Historical financial information has been adjusted in the pro forma balance sheet to pro forma events that are: (1) directly attributable to the Share Exchange; (2) factually supportable; and (3) expected to have a continuing impact on the Company’s results of operations. This merger will be treated as a reverse acquisition, and therefore PGL is treated as the accounting acquirer, such that the financial statements of PGL immediately after the merger will become those of the Company.

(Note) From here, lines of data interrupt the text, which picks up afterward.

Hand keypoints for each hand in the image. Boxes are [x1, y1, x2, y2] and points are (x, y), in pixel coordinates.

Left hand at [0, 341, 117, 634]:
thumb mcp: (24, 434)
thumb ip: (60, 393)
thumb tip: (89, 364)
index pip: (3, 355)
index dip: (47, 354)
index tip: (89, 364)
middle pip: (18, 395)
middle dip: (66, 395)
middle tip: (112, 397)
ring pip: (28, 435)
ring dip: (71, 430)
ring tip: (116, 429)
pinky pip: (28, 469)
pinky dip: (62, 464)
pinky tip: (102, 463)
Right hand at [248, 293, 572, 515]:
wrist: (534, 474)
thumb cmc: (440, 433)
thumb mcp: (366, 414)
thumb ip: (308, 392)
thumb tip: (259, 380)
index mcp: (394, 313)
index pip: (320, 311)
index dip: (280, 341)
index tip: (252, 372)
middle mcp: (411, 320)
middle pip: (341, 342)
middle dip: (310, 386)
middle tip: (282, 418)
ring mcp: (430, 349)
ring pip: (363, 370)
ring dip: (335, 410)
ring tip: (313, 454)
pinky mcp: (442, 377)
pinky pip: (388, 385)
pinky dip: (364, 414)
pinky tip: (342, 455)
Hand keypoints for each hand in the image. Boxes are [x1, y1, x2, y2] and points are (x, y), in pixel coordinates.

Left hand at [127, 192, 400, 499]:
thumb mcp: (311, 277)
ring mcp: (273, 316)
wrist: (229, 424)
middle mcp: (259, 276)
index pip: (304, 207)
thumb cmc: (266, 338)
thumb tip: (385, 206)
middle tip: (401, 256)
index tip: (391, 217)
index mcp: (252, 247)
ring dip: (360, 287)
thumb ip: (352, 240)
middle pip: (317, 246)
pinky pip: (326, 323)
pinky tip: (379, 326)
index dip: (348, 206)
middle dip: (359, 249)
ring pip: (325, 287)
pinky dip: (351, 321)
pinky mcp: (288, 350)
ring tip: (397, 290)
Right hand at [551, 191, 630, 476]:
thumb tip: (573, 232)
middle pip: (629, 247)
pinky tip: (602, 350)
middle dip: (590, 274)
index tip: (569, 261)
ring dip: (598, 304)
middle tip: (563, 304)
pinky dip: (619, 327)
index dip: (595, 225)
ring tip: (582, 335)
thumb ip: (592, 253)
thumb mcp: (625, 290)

The pro forma adjustments presented in the pro forma condensed combined balance sheet and statement of operations are described in Note 2— Pro Forma Adjustments.

 

The pro forma condensed financial statements should be read in conjunction with a reading of the historical financial statements and accompanying notes of the Company included in the Annual Report on Form 10-K for the fiscal year ended February 28, 2017 and of PGL included in this Form 8-K for the three months ended March 31, 2017.

 

These pro forma condensed financial statements are presented for illustrative purposes only and are not intended to be indicative of actual consolidated financial position and consolidated results of operations had the purchase been in effect during the periods presented, or of consolidated financial condition or consolidated results of operations that may be reported in the future.

 

Note 2 - PRO FORMA ADJUSTMENTS

 

The adjustment included in the pro forma balance sheet and statement of operations is as follows:

 

(1)                 To eliminate the accumulated loss of ULNV incurred before the reverse acquisition.

 

(2)                 To reflect the issuance of 500,000,000 shares to the shareholders of PGL, resulting in 508,110,000 total shares of common stock outstanding of ULNV after the reverse acquisition.

 

(3)                 To eliminate paid-in capital of PGL.

 

(4)                 To eliminate the current account between ULNV and PGL.